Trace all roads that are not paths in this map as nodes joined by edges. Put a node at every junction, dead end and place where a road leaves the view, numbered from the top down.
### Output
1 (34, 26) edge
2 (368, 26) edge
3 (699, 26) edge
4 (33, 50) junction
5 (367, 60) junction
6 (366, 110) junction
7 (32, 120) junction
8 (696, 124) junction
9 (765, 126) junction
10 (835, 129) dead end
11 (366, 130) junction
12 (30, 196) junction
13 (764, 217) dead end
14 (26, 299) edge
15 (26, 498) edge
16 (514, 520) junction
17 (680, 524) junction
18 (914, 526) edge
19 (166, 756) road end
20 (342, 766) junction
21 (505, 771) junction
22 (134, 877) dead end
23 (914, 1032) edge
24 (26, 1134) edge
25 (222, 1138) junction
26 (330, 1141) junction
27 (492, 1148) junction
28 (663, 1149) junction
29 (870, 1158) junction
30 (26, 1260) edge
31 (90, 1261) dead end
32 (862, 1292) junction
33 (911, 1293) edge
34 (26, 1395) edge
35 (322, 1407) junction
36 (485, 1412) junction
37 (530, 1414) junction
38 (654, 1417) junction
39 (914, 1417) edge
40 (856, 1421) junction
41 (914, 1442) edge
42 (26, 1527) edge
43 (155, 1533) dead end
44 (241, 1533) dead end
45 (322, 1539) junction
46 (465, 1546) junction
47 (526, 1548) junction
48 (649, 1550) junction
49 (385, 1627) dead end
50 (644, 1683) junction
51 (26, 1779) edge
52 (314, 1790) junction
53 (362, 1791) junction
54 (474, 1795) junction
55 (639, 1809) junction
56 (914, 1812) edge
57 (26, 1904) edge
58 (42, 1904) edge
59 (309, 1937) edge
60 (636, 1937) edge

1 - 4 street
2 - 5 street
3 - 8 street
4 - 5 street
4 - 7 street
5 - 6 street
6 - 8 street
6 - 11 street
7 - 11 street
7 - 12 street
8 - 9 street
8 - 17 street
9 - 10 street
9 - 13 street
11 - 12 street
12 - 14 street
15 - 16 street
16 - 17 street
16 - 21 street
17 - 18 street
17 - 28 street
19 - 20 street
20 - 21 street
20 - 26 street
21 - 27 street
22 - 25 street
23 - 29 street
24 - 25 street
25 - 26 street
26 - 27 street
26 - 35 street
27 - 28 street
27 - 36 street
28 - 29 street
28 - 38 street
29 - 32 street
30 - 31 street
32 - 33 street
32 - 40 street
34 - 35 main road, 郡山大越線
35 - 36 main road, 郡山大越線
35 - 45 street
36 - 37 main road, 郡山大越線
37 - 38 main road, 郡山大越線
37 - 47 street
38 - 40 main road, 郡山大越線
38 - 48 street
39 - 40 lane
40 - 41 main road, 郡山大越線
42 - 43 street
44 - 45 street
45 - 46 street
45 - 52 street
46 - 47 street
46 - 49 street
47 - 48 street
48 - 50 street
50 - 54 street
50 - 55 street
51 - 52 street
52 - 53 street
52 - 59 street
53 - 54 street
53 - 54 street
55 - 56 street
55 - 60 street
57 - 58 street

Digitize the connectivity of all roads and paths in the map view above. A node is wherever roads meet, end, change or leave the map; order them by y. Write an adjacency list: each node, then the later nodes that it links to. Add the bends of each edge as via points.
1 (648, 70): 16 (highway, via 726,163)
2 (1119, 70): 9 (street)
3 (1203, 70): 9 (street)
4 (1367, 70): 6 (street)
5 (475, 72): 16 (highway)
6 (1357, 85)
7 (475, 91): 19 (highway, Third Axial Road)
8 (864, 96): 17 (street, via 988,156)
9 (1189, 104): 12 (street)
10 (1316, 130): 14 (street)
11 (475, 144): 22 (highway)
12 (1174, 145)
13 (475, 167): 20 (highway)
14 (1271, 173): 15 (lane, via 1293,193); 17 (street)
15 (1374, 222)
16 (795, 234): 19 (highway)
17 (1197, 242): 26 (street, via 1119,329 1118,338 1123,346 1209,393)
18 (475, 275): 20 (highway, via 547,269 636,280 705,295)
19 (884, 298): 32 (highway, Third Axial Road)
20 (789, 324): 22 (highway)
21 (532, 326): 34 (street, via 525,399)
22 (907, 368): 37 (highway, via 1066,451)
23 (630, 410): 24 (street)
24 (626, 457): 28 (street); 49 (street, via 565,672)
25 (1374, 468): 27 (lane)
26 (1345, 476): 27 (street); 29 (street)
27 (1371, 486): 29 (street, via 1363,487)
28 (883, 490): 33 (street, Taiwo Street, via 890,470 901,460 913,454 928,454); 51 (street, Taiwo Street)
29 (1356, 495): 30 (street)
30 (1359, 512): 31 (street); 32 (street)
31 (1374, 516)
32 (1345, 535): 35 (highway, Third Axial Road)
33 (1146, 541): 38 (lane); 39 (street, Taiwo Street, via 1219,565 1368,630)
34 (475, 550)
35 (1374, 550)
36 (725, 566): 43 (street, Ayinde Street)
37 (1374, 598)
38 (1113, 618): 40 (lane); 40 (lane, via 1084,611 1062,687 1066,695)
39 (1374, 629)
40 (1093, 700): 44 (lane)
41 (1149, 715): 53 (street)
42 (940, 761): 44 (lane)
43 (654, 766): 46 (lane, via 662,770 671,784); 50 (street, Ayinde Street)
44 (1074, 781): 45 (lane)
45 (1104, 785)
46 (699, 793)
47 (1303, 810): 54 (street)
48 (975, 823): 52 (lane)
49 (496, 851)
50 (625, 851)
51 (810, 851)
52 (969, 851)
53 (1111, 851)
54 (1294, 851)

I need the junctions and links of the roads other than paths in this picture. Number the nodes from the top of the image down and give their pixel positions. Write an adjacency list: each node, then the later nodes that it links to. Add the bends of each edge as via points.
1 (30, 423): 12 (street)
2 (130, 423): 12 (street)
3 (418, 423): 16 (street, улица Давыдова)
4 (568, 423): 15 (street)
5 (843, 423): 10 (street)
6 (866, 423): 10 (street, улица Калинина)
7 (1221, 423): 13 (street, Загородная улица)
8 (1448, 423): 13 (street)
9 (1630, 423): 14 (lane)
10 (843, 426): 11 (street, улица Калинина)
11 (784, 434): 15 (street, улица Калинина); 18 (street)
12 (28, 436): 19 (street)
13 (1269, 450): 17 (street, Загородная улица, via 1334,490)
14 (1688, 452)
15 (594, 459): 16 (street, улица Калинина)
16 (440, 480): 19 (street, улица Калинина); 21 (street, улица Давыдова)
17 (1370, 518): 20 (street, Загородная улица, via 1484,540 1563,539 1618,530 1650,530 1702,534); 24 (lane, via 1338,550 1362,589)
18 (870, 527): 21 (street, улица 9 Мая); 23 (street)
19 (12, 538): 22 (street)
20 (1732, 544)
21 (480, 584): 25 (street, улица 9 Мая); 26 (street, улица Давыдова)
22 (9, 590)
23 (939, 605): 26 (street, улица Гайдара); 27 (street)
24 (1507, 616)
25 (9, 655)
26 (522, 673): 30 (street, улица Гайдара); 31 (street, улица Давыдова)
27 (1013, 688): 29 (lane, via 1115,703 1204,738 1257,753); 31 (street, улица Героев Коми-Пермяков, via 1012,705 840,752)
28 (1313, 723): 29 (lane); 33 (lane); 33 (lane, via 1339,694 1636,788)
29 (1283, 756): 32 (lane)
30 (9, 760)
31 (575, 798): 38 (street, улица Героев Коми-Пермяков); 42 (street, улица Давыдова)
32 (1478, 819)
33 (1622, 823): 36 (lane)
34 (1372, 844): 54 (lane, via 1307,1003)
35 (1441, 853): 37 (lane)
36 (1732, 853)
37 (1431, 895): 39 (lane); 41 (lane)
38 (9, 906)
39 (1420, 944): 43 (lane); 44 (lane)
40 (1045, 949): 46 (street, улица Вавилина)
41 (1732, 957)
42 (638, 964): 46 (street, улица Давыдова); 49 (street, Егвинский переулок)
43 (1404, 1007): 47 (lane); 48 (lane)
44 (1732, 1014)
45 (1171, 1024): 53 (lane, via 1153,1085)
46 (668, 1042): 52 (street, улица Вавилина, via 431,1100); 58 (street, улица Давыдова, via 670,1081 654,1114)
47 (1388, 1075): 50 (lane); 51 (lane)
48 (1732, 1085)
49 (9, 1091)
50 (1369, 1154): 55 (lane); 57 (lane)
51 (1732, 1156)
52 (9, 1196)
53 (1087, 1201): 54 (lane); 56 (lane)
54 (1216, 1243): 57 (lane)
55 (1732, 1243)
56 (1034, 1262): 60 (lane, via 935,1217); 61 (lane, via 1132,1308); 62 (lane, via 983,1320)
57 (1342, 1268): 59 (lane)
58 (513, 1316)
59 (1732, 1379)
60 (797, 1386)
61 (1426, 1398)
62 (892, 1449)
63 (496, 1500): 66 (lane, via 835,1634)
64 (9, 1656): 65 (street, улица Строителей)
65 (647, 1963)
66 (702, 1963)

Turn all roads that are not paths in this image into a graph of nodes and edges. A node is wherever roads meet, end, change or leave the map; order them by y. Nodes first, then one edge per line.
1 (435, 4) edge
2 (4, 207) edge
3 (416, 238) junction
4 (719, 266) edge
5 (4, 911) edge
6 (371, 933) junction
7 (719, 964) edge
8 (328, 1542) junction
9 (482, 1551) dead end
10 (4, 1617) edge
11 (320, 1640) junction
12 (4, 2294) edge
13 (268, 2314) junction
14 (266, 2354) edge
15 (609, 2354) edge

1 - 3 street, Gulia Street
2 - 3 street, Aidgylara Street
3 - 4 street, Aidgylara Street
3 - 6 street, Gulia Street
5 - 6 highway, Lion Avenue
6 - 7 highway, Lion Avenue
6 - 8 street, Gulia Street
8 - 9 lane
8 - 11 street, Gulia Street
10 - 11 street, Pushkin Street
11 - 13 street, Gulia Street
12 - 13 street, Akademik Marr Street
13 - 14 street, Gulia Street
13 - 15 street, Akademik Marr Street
++++++++
Problem details: Retype the lines beginning at the one containing "Turn all roads" and ending at the final line of the material, both included.

Output for this exercise:
Turn all roads that are not paths in this image into a graph of nodes and edges. A node is wherever roads meet, end, change or leave the map; order them by y. Nodes first, then one edge per line.
1 (435, 4) edge
2 (4, 207) edge
3 (416, 238) junction
4 (719, 266) edge
5 (4, 911) edge
6 (371, 933) junction
7 (719, 964) edge
8 (328, 1542) junction
9 (482, 1551) dead end
10 (4, 1617) edge
11 (320, 1640) junction
12 (4, 2294) edge
13 (268, 2314) junction
14 (266, 2354) edge
15 (609, 2354) edge

1 - 3 street, Gulia Street
2 - 3 street, Aidgylara Street
3 - 4 street, Aidgylara Street
3 - 6 street, Gulia Street
5 - 6 highway, Lion Avenue
6 - 7 highway, Lion Avenue
6 - 8 street, Gulia Street
8 - 9 lane
8 - 11 street, Gulia Street
10 - 11 street, Pushkin Street
11 - 13 street, Gulia Street
12 - 13 street, Akademik Marr Street
13 - 14 street, Gulia Street
13 - 15 street, Akademik Marr Street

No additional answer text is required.